Assignment:
Could you filter the records below and return each line that holds "Шлакоблочная"?

#### Input for this task ####

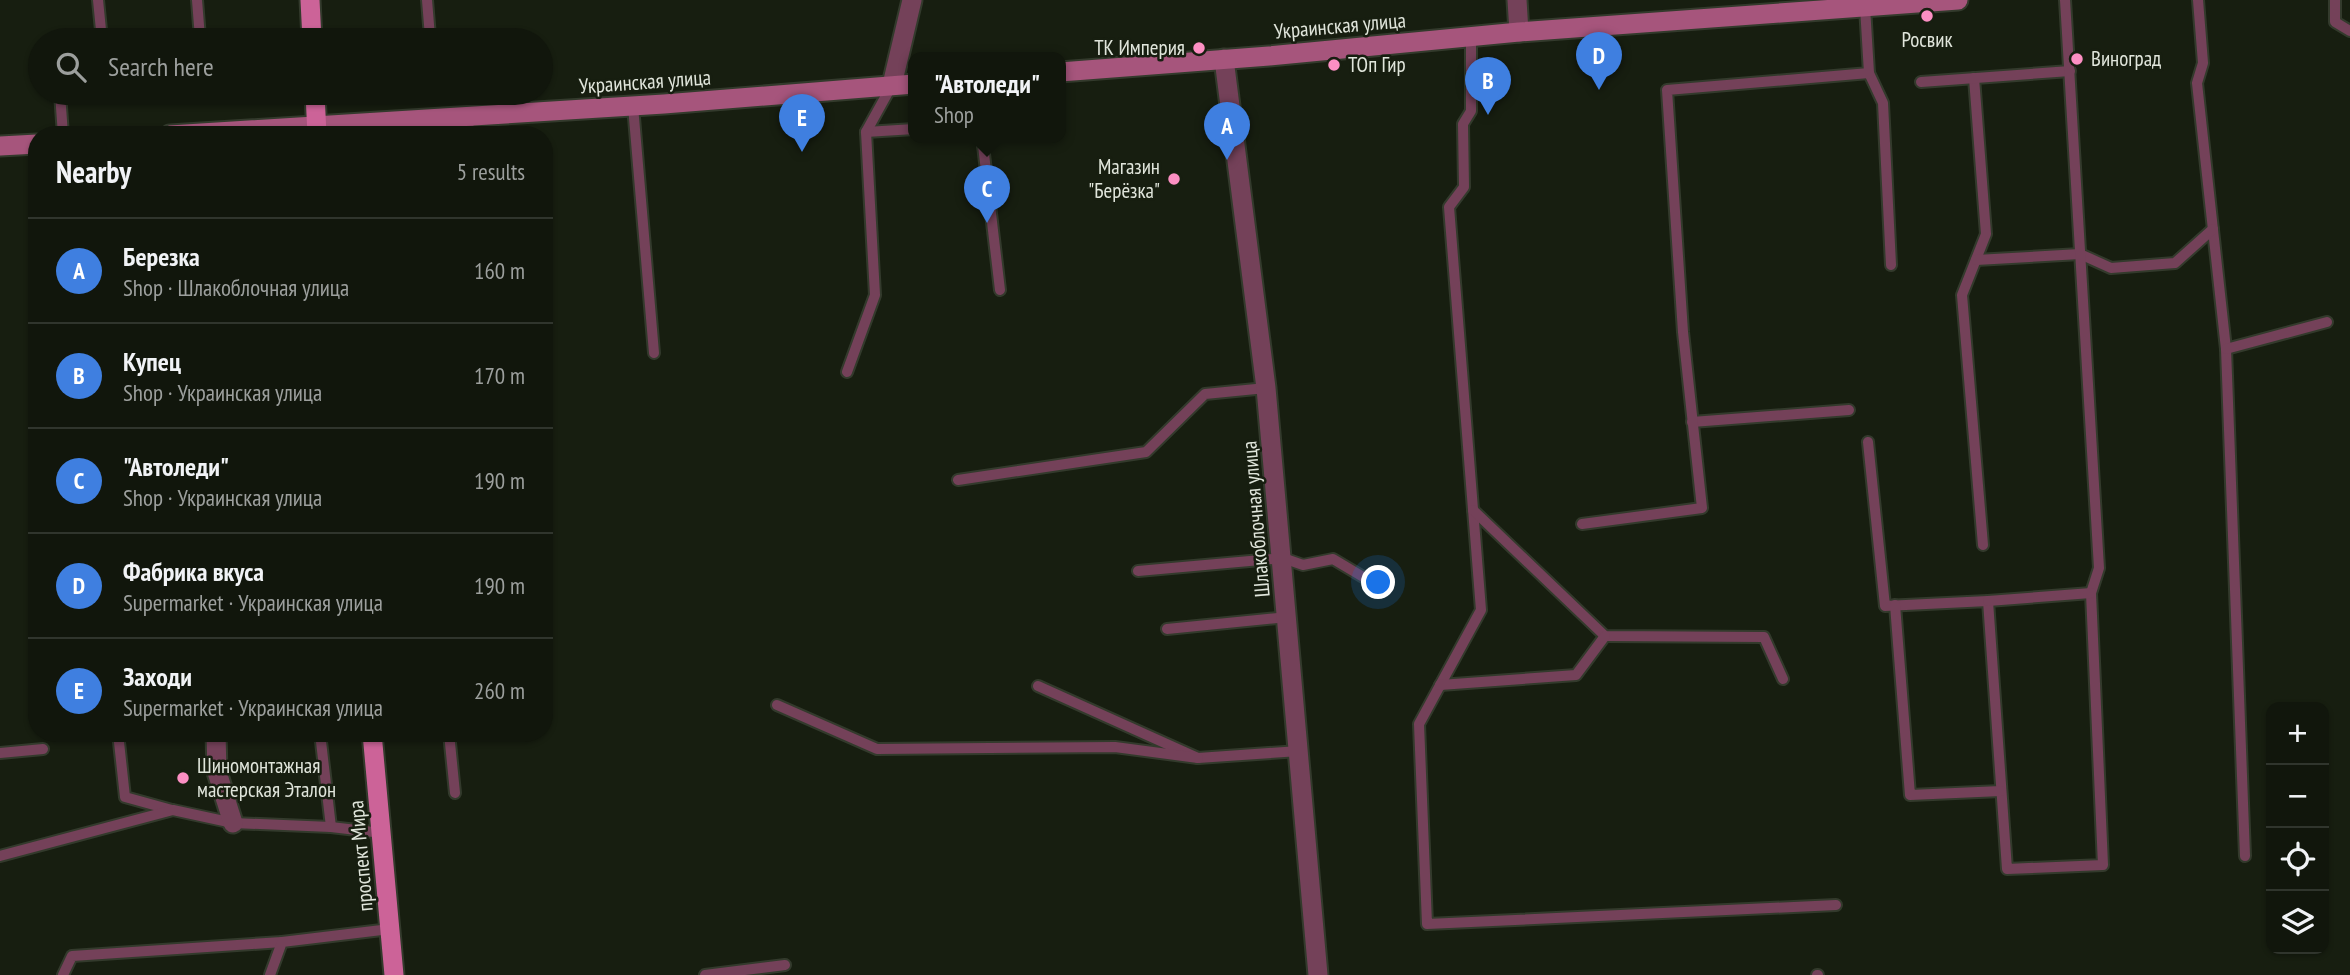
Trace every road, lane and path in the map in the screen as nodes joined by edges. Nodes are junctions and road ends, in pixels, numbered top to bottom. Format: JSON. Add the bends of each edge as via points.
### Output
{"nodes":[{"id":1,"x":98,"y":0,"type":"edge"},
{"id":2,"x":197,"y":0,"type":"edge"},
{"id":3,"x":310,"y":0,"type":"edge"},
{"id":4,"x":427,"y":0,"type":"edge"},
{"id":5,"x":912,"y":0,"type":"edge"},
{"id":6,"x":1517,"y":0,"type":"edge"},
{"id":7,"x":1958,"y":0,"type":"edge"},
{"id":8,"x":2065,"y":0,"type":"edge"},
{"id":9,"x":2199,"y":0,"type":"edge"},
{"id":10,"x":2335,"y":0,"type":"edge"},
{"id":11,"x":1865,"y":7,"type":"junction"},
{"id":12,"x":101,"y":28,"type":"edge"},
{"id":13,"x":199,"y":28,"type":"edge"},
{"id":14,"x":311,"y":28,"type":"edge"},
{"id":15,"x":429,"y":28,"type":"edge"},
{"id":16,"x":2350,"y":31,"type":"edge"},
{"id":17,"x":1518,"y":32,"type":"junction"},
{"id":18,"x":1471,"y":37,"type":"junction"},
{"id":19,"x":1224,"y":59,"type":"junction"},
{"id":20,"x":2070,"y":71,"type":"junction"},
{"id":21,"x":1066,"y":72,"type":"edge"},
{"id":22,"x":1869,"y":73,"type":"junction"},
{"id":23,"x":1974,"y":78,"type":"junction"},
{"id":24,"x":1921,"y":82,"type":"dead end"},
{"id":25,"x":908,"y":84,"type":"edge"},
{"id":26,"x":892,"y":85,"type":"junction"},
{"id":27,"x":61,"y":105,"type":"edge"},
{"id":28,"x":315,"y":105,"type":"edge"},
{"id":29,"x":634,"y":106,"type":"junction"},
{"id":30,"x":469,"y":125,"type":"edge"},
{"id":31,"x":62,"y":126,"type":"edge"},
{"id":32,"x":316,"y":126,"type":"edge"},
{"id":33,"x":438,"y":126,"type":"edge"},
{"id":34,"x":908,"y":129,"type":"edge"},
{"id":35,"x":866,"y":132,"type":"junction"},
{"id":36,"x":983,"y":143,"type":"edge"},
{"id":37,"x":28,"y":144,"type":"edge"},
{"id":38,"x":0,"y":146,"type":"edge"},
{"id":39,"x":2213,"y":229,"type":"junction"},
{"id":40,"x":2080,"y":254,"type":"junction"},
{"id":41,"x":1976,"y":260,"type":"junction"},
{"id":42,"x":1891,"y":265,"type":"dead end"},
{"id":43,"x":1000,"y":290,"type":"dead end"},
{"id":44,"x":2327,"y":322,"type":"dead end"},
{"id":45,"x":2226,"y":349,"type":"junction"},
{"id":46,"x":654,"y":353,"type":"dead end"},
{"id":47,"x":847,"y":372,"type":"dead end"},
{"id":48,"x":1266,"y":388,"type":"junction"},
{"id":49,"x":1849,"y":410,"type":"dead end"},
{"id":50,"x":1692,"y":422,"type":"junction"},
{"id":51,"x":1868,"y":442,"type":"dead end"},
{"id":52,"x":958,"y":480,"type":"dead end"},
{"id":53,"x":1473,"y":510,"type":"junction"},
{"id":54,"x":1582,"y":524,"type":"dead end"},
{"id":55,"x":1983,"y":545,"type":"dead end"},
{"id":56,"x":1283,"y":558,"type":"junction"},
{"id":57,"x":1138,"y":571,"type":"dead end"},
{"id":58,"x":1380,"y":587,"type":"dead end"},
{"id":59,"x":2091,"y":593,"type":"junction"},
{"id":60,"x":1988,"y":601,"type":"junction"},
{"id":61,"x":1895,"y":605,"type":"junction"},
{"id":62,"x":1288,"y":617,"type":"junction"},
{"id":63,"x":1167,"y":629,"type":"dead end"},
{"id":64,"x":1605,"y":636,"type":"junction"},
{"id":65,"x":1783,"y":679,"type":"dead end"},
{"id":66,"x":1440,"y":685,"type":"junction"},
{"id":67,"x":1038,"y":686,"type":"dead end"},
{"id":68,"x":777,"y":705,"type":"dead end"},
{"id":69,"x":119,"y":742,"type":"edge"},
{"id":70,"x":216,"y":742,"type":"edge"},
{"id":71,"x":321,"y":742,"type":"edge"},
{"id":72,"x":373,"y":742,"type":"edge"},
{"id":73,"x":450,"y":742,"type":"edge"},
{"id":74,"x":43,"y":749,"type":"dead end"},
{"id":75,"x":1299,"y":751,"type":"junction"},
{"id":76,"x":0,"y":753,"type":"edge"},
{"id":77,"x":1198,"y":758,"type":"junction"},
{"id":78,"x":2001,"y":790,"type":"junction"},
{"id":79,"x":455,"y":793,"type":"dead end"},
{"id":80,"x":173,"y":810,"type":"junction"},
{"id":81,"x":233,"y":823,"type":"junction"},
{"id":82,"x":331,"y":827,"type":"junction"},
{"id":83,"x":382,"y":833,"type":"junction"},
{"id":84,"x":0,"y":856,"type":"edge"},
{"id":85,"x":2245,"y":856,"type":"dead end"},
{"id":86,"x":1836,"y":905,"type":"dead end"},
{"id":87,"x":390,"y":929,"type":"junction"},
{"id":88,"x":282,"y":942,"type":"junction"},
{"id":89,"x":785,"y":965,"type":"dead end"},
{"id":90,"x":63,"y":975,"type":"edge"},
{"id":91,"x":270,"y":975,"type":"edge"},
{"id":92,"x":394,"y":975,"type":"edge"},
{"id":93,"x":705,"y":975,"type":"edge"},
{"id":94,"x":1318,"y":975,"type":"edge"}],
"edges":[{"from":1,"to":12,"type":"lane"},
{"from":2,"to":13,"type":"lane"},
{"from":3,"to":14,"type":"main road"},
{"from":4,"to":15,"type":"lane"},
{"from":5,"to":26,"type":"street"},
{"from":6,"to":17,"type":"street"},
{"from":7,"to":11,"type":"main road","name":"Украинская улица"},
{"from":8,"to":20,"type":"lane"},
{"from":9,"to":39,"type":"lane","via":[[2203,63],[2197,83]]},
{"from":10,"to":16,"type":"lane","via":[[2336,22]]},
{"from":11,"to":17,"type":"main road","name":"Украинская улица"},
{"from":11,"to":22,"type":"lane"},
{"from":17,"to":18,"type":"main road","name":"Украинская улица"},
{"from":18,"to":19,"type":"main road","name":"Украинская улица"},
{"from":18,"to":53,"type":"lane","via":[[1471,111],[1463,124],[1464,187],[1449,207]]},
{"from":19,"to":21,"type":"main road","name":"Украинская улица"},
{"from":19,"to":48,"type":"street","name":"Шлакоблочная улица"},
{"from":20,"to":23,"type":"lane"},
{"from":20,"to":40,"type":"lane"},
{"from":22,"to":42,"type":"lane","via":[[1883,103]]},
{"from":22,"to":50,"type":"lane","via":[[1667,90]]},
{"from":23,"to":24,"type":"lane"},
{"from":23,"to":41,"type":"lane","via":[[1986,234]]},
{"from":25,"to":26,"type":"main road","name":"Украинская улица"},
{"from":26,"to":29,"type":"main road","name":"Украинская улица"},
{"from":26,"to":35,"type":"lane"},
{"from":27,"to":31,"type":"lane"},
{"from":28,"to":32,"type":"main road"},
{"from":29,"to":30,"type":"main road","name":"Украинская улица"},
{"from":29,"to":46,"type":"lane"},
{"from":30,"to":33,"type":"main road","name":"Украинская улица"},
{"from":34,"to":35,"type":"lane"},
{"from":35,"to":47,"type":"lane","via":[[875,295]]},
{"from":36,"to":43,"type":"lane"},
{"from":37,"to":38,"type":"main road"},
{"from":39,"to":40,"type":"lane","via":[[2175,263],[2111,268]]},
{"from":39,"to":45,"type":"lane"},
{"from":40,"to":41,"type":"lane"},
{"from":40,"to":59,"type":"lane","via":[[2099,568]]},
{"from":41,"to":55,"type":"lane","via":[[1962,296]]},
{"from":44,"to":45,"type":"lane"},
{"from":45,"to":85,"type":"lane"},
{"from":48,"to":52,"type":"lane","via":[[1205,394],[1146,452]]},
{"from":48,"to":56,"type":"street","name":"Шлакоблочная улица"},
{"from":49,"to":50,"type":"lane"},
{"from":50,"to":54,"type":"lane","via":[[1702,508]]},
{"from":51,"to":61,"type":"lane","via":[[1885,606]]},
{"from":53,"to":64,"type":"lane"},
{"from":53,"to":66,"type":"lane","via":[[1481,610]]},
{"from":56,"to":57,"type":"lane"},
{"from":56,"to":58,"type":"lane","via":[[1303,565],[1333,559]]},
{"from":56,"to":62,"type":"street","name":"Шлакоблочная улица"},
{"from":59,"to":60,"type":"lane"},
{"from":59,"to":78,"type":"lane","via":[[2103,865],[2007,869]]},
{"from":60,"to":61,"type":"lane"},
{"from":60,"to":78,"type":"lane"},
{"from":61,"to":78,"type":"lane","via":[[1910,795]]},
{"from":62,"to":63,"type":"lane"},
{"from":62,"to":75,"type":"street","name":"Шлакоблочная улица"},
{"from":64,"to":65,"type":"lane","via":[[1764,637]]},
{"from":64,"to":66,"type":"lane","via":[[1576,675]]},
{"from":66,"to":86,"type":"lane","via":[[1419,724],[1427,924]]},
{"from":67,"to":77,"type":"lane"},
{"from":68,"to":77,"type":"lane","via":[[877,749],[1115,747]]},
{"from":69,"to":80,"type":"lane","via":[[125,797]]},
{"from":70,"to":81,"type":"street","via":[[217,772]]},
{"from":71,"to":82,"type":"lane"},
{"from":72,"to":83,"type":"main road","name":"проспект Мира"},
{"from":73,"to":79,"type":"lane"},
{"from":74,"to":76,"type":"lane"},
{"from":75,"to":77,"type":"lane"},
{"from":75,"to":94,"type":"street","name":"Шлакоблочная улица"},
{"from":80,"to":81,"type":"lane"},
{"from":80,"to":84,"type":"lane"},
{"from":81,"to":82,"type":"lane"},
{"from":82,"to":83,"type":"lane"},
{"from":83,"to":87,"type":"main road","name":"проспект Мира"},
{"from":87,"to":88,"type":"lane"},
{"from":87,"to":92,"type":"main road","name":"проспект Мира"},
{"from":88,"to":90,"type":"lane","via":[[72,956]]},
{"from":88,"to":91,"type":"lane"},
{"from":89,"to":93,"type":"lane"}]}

####

Exercise answer:
{"from":19,"to":48,"type":"street","name":"Шлакоблочная улица"},
{"from":48,"to":56,"type":"street","name":"Шлакоблочная улица"},
{"from":56,"to":62,"type":"street","name":"Шлакоблочная улица"},
{"from":62,"to":75,"type":"street","name":"Шлакоблочная улица"},
{"from":75,"to":94,"type":"street","name":"Шлакоблочная улица"},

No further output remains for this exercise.